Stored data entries
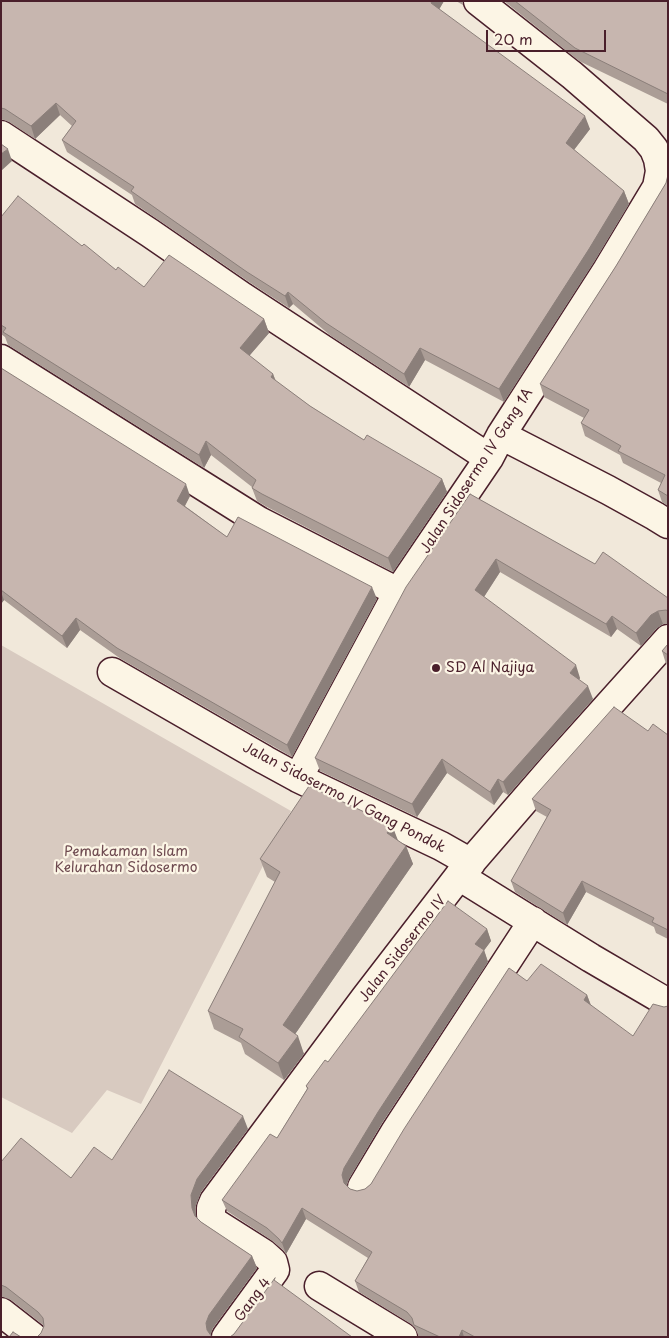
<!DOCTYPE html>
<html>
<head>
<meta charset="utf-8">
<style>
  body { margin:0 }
  #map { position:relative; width:669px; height:1338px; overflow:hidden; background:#f1e8da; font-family:"Playpen Sans",sans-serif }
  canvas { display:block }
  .frame { position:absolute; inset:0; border:2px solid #4a1f2b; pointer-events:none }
  .scale { position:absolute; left:486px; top:30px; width:120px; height:22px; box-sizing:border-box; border:2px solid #4a1f2b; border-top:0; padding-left:6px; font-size:15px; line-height:18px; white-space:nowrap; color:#4a1f2b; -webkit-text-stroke:4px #fcf5e5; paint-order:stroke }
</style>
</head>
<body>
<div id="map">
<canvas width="669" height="1338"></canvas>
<div class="frame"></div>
<div class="scale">20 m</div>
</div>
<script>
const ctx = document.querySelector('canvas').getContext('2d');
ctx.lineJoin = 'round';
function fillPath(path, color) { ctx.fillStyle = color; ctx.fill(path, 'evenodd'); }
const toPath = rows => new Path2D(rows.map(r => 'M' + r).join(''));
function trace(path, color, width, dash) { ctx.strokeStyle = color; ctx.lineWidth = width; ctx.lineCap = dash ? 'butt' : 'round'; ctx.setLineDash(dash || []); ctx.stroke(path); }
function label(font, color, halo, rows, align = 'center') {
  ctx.font = font + ' "Playpen Sans",sans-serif'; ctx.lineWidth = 4.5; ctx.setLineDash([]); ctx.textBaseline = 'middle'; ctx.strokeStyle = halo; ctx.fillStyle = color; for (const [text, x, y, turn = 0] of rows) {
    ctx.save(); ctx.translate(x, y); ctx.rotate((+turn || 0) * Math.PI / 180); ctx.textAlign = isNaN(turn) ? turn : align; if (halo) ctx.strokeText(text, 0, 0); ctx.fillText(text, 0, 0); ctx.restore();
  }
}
const green = toPath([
  [1,645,291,811,141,1104,107,1090,72,1133,1,1097]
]);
const street = toPath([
  [1,135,150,233,243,297,489,458],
  [1,359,259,521,398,592],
  [501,435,608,490,655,516,668,524],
  [112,672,265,760,298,778,441,846,471,863],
  [298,778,398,592,489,458,501,435,607,270,657,187,660,171,658,159,654,149,646,139,572,75,478,1],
  [459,876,591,958,668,1003],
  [362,1187,395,1132,533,921],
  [319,1286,403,1337],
  [1,1312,33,1337],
  [226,1337,275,1270,273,1262,263,1253,214,1222,211,1215,211,1208,214,1201,365,998,459,876,555,765,668,639]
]);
const wall = toPath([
  [1,1,444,1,439,9,590,129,574,150,624,191,629,204,594,262,504,402,425,360,409,387,331,336,293,304,289,308,252,284,135,204,132,195,67,152,62,140,72,126,60,115,35,139,9,122,1,119],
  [456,1,463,1,463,5],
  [504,1,668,1,668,104,579,61],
  [668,175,668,506,662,502,658,490,661,483,623,463,620,455,585,436,581,423,584,418,544,397,540,384,616,266,666,183],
  [1,217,82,246,116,270,144,287,264,319,269,333,249,356,273,374,276,381,310,406,364,440,442,479,447,492,393,572,267,507,257,501,252,488,252,487,211,455,204,468,8,345,5,337,1,334],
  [1,368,190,496,185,506,227,537,377,599,292,757,121,659,80,630,67,648,4,600,1,604],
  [470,494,595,564,668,598,668,624,663,624,656,629,641,646,617,629,611,637,500,572,484,597,580,678,579,680,593,699,508,795,503,792,494,805,447,773,417,817,320,771,315,758],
  [668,644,668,665,666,664,662,651],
  [648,731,668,735,668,939,656,933,654,927,586,892,567,925,515,892,511,881,547,817,536,811,532,799],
  [392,825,397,840,406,846,413,864,295,1034,304,1054,284,1080,245,1054,241,1043,214,1029,208,1011,275,882,267,877,260,859],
  [487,929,491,941,484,950,488,962,382,1123,349,1179,347,1185,350,1189,357,1191,365,1189,371,1184,527,981,587,995,591,1005,668,1337,419,1337,415,1328,411,1324,359,1292,355,1281,368,1258,306,1219,286,1254,283,1250,271,1240,227,1211,222,1200,277,1138,307,1089,306,1086,328,1062],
  [248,1129,201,1192,195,1208,196,1217,201,1222,252,1256,257,1268,213,1328,41,1333,44,1326,43,1325,11,1300,3,1297,1,1297,1,1162,71,1178,112,1160]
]);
const shadedWall = toPath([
  [432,1,444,1,436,15,431,3],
  [56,103,60,115,35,139,31,126],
  [585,116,590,129,570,155,566,143],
  [8,149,12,161,1,171,1,154],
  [624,191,629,204,594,262,504,402,499,389],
  [288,292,293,304,289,308,285,296],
  [264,319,269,333,244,362,240,348],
  [420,348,425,360,409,387,404,374],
  [273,374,278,388,271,377],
  [206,441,211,455,204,468,199,455],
  [442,479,447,492,393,572,388,558],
  [186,484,190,496,181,513,177,501],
  [496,559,500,572,480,603,475,590],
  [372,587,377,599,292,757,287,745],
  [1,592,4,600,1,604],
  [658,611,663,624,656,629,641,646,636,633,651,615],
  [612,616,617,629,611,637,606,624],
  [76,618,80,630,67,648,62,636],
  [576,665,580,678,575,686,570,673],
  [588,686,593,699,508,795,503,782],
  [442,759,447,773,417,817,412,804],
  [498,779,503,792,494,805,490,792],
  [392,825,399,843,387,833],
  [406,846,413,864,289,1043,283,1025],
  [582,881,586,892,567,925,563,913],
  [487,929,491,941,480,956,475,944],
  [484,950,488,962,382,1123,349,1179,346,1186,344,1183,342,1175,344,1168,378,1112],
  [587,995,591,1006,584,1000],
  [298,1036,304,1054,284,1080,278,1063],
  [243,1116,248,1129,201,1192,195,1208,197,1221,192,1208,191,1195,197,1179],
  [302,1208,306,1219,286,1254,282,1243],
  [252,1256,257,1268,213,1328,210,1336,207,1330,206,1323,209,1315],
  [462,1330,464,1337,459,1337]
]);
const building = toPath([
  [1,1,432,1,431,3,585,116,566,143,624,191,589,249,499,389,420,348,404,374,326,323,288,292,285,296,247,272,131,191,134,187,62,140,76,121,56,103,31,126,5,109,1,108,1,1],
  [515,1,668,1,668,94,575,48,515,1],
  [1,144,8,149,1,154,1,144],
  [668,175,668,496,658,490,665,475,618,451,621,446,581,423,589,410,540,384,616,266,666,183,668,175],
  [18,196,82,246,84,244,116,270,118,267,144,287,169,255,264,319,240,348,273,374,271,377,310,406,364,440,367,435,442,479,388,558,262,494,252,488,256,480,206,441,199,455,3,332,6,328,1,325,1,217,18,196],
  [1,368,186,484,177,501,227,537,238,517,372,587,287,745,117,648,76,618,62,636,1,590,1,368],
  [470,494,595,564,603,552,668,598,668,611,666,610,658,611,651,615,636,633,612,616,606,624,496,559,475,590,576,665,570,673,588,686,503,782,498,779,490,792,442,759,412,804,315,758,406,587,470,494],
  [668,644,668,655,662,651,668,644],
  [614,707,648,731,653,724,668,735,668,930,652,922,654,918,582,881,563,913,511,881,551,810,532,799,614,707],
  [309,786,392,825,387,833,406,846,283,1025,298,1036,278,1063,239,1037,243,1029,208,1011,280,872,260,859,309,786],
  [448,901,487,929,475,944,484,950,378,1112,344,1168,342,1175,344,1183,350,1189,357,1191,365,1189,371,1184,404,1129,509,968,527,981,541,964,587,995,584,1000,633,1036,653,1004,664,1007,668,1006,668,1337,475,1337,462,1330,459,1337,440,1337,414,1325,412,1318,407,1312,355,1281,372,1252,302,1208,282,1243,279,1239,267,1228,222,1200,270,1134,277,1138,308,1088,306,1086,325,1060,328,1062,448,901],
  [169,1070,243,1116,197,1179,191,1195,192,1208,195,1216,201,1222,252,1256,209,1315,206,1323,207,1330,212,1337,37,1337,41,1333,44,1326,43,1318,38,1312,6,1287,1,1285,1,1162,21,1138,71,1178,94,1147,112,1160,144,1111,169,1070],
  [275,1278,274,1280,352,1337,230,1337,234,1334,275,1278],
  [13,1332,21,1337,9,1337,13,1332]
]);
const markers = [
  [436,668,5,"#4a1f2b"]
];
const streetNames = [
  ["Jalan Sidosermo IV Gang 1A",477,471,-57],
  ["Jalan Sidosermo IV Gang Pondok",344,798,27],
  ["Jalan Sidosermo IV",403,949,-52],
  ["Gang 4",253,1300,-54]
];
const poiNames = [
  ["SD Al Najiya",446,668]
];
const parkNames = [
  ["Pemakaman Islam",126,852],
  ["Kelurahan Sidosermo",126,868]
];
fillPath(green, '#d8cac0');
trace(street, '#4a1f2b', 31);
trace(street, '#fcf5e5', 28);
fillPath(wall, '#ab9d96');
fillPath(shadedWall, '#8b7f7a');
fillPath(building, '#c7b6af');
trace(building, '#8b7f7a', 1);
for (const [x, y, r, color] of markers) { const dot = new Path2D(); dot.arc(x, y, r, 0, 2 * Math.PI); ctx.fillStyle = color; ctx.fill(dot); trace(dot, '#fcf5e5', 2); }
label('14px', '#4a1f2b', '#fcf5e5', streetNames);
label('14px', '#4a1f2b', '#fcf5e5', poiNames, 'left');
label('14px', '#6e4a50', '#fcf5e5', parkNames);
</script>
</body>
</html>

▶ _TASK DESCRIPTION_: Reproduce every line from the entries that holds the word "setLineDash".

▶ _ANSWER TO THE PROBLEM_:
function trace(path, color, width, dash) { ctx.strokeStyle = color; ctx.lineWidth = width; ctx.lineCap = dash ? 'butt' : 'round'; ctx.setLineDash(dash || []); ctx.stroke(path); }
  ctx.font = font + ' "Playpen Sans",sans-serif'; ctx.lineWidth = 4.5; ctx.setLineDash([]); ctx.textBaseline = 'middle'; ctx.strokeStyle = halo; ctx.fillStyle = color; for (const [text, x, y, turn = 0] of rows) {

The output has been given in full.